#### What is required:
Starting at the line that holds "ctx.arc(u, v, r, i" and stopping at the line that holds "if min(w, h)", restate the records below word for word, with both of those lines included.

═════ Data shown ═════

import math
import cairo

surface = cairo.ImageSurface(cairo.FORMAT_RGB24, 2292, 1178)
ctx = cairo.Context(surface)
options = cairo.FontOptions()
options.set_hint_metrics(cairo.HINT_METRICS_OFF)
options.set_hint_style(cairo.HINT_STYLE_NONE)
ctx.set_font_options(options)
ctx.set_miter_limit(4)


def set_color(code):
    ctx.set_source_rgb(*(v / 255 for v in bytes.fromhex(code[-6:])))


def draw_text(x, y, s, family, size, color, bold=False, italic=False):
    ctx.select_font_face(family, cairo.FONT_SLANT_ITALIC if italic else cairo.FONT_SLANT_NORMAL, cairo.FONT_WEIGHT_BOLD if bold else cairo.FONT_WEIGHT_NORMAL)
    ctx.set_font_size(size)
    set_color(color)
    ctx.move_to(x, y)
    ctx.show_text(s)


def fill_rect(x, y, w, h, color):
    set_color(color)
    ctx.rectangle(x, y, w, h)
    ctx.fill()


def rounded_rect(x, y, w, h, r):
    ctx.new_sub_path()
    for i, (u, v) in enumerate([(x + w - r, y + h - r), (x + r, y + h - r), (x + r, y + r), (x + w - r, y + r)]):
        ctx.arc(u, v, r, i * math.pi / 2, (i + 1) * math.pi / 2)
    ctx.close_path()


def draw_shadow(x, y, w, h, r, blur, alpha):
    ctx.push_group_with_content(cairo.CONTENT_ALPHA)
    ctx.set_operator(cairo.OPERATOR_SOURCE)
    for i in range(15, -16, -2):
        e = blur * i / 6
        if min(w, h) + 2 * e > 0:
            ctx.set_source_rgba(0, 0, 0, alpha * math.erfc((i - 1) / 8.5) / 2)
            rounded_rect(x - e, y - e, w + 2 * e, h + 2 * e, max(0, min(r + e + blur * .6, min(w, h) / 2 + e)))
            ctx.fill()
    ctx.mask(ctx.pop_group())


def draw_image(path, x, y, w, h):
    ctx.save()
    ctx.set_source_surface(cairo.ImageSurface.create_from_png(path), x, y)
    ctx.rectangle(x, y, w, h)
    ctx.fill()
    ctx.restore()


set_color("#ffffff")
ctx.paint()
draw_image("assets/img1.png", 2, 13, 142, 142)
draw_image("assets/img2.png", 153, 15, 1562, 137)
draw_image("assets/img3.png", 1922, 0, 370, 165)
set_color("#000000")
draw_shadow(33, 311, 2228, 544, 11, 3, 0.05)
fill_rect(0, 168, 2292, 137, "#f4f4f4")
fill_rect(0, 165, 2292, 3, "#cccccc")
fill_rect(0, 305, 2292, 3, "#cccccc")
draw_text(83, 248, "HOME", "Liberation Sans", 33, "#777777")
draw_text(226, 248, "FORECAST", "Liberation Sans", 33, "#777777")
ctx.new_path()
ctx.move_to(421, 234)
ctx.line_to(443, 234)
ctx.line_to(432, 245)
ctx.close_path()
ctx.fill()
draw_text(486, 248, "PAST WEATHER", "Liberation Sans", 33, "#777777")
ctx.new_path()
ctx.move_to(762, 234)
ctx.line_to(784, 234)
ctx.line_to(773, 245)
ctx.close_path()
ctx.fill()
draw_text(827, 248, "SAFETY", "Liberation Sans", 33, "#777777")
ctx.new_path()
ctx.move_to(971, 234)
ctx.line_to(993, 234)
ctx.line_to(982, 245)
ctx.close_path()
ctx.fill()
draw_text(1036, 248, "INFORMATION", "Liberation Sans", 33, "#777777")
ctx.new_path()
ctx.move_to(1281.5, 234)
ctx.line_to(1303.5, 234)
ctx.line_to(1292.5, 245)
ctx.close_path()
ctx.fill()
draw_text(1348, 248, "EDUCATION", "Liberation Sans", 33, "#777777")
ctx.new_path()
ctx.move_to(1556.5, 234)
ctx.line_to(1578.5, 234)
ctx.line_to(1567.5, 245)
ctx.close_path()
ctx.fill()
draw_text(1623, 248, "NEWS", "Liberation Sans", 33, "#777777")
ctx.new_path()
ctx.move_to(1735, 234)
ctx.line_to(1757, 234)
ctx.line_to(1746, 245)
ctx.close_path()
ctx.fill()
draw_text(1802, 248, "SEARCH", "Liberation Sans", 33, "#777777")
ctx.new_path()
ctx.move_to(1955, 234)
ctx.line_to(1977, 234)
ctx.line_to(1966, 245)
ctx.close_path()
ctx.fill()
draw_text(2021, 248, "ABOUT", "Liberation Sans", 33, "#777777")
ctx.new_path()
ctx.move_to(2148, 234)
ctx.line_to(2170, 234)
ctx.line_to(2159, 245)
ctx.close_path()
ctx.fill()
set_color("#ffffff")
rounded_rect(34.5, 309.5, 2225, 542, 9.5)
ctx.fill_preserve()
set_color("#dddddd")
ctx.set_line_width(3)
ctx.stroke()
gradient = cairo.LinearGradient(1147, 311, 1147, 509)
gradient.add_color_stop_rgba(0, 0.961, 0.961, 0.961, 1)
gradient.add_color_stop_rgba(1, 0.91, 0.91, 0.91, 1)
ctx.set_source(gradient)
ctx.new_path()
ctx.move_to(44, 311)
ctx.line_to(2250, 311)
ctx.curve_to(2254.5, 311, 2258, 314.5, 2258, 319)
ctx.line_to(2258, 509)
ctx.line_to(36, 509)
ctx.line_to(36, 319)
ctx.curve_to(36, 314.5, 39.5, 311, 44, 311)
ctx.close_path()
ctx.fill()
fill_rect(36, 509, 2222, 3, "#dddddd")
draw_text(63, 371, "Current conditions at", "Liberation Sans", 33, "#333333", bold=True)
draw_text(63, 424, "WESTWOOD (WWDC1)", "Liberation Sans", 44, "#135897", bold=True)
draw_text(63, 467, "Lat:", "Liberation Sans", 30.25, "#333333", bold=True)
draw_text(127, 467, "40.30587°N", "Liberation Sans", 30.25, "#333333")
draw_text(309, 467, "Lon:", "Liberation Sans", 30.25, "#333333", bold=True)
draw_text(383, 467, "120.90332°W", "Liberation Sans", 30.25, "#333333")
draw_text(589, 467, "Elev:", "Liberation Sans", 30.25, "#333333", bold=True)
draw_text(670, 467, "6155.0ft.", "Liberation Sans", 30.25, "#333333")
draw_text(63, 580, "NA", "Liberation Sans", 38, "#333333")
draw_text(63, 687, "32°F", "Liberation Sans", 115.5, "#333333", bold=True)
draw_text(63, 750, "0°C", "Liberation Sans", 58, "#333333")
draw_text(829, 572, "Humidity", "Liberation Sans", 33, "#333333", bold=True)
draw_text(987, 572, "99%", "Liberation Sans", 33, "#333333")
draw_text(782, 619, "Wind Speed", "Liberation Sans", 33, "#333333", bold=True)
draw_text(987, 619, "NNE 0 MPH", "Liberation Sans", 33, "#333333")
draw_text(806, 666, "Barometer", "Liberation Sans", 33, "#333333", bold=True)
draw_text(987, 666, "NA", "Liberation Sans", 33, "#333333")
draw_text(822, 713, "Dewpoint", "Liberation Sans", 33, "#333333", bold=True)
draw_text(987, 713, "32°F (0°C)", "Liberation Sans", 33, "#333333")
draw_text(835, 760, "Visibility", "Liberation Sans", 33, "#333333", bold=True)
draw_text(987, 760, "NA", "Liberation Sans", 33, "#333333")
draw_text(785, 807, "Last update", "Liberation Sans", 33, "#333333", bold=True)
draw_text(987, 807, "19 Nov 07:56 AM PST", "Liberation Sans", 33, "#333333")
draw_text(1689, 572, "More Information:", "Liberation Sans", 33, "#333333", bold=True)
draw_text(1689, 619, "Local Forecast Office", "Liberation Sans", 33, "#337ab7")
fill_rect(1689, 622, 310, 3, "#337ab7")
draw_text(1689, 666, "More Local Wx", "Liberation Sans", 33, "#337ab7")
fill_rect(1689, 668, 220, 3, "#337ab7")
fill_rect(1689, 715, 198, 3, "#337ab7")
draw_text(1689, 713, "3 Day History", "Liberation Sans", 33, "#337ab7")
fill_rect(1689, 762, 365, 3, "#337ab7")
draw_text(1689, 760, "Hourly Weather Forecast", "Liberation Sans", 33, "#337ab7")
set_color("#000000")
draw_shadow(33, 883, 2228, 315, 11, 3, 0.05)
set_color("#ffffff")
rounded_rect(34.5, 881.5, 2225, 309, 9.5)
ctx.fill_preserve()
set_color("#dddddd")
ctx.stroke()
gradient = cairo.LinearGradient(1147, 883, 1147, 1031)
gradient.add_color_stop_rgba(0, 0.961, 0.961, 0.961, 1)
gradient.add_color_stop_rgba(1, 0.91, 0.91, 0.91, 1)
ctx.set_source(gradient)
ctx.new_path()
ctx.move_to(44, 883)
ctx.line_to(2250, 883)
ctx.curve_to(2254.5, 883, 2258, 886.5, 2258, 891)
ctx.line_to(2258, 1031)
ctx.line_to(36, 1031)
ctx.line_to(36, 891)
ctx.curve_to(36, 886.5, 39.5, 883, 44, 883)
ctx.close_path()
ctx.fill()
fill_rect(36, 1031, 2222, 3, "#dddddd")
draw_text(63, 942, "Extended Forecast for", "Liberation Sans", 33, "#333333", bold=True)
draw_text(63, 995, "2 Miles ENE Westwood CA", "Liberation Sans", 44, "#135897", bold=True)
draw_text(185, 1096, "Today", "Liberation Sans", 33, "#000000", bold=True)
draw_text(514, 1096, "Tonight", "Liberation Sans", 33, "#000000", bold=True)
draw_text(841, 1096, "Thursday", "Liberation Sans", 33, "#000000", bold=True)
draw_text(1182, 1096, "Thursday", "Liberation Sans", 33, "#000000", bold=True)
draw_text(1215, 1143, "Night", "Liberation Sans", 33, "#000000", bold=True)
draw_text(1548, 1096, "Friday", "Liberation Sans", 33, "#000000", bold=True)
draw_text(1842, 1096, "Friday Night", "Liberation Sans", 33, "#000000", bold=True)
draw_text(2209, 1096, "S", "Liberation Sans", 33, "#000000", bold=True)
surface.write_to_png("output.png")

═════

#### Answer to the problem:
        ctx.arc(u, v, r, i * math.pi / 2, (i + 1) * math.pi / 2)
    ctx.close_path()


def draw_shadow(x, y, w, h, r, blur, alpha):
    ctx.push_group_with_content(cairo.CONTENT_ALPHA)
    ctx.set_operator(cairo.OPERATOR_SOURCE)
    for i in range(15, -16, -2):
        e = blur * i / 6
        if min(w, h) + 2 * e > 0:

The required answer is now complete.